Deirdre Boyd (not verified) wrote,
Thu, 22/09/2011 - 18:07
A DoH/MoJ letter rolling out naloxone to 56,000 offenders starts by claiming: “You will be aware of the high risk of fatal drug overdose for injecting drug users in the first weeks after release from prison custody”. (www.dh.gov.uk/prod_consum_dh/groups/dh_digitalassets/documents/digitalas...)
HOWEVER
The UK Statistics Authority contradicts this, in a response for the Cabinet Minister to a Parliamentary Question
(www.theyworkforyou.com/wrans/?id=2011-09-13a.71718.h&s=speaker%3A24842#g...):
Nicola Blackwood: “To ask the Minister for the Cabinet Office how many deaths related to drug poisoning or misuse there were in each year since 2000 and how many were incurred by offenders who had been released within two weeks from prison”
Nick Hurd: “The information requested falls within the responsibility of the UK Statistics Authority.
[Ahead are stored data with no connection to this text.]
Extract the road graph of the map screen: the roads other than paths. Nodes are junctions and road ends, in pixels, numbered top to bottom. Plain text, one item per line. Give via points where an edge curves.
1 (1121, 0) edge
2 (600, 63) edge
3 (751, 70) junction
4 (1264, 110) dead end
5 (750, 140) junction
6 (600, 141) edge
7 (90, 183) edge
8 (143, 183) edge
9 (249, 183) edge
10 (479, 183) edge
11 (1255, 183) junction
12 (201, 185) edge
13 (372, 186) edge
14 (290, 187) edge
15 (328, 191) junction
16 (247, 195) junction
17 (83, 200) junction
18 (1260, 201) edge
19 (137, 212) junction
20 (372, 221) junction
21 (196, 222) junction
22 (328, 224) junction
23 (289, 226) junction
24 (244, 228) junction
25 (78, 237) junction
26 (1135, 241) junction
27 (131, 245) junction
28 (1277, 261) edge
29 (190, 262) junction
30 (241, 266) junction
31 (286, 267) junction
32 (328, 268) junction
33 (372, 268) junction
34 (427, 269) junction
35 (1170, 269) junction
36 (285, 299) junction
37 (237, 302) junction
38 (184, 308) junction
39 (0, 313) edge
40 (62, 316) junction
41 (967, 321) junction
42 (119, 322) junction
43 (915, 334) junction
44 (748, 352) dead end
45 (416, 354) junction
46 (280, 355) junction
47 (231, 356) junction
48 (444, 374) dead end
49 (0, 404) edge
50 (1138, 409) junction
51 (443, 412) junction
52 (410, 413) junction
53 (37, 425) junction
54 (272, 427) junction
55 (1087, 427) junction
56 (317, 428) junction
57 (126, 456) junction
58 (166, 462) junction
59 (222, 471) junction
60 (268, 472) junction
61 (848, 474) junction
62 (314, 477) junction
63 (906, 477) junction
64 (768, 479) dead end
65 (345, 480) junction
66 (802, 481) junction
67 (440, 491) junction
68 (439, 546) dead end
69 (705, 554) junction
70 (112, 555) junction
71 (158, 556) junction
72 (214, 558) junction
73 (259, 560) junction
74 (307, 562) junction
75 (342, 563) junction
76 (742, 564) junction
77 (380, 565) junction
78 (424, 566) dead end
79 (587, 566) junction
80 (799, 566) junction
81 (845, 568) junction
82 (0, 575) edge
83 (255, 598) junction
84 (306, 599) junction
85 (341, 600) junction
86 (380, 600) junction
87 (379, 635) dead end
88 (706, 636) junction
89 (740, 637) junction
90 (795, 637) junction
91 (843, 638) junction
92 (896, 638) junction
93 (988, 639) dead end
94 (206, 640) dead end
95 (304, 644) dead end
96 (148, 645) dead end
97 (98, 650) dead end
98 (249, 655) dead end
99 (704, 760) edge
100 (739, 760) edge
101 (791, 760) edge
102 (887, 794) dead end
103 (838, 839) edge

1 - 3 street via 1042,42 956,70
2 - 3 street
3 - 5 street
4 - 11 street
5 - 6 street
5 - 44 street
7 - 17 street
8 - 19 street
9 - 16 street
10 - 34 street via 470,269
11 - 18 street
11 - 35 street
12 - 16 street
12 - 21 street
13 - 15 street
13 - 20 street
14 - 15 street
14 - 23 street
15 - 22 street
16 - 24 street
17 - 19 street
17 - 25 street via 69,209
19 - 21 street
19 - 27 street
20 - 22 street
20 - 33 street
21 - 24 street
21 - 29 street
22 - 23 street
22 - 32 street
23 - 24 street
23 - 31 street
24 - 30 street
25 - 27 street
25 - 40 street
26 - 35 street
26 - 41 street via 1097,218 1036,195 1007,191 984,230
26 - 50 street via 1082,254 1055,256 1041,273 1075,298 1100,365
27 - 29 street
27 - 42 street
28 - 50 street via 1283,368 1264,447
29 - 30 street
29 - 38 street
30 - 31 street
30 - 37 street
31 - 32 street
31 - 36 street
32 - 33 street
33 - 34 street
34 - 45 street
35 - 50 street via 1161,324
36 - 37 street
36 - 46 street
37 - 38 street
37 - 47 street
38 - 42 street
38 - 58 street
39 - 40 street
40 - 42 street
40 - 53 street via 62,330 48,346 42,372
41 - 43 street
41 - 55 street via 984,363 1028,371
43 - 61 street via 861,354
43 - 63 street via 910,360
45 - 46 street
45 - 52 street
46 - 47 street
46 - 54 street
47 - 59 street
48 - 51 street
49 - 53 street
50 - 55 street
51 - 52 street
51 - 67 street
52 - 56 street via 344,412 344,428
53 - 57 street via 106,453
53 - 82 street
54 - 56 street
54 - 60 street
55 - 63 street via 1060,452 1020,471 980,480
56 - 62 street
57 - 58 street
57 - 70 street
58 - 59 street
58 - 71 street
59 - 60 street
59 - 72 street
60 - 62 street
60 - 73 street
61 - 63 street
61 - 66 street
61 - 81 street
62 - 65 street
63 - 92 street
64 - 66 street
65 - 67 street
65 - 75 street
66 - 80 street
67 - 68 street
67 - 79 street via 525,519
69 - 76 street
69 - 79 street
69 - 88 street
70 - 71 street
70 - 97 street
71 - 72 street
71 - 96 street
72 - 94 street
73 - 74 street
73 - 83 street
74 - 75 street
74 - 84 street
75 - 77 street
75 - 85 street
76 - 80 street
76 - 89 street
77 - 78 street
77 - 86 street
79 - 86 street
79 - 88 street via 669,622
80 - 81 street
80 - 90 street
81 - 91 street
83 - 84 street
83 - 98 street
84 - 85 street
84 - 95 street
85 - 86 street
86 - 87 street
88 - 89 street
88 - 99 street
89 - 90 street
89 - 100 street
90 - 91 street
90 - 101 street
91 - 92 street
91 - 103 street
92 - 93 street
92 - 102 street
I have asked the authority to reply. Letter from Stephen Penneck: ‘As Director General for the Office for National Statistics, I have been asked to reply to your PQ... It is not possible to determine from information collected at death registration whether the deceased was an offender who had recently been released from prison, since this information is not routinely recorded’.”
So we do not know if this is even a problem, let alone if naloxone is an appropriate solution, particularly as it cannot be self-administered. And where is the control group?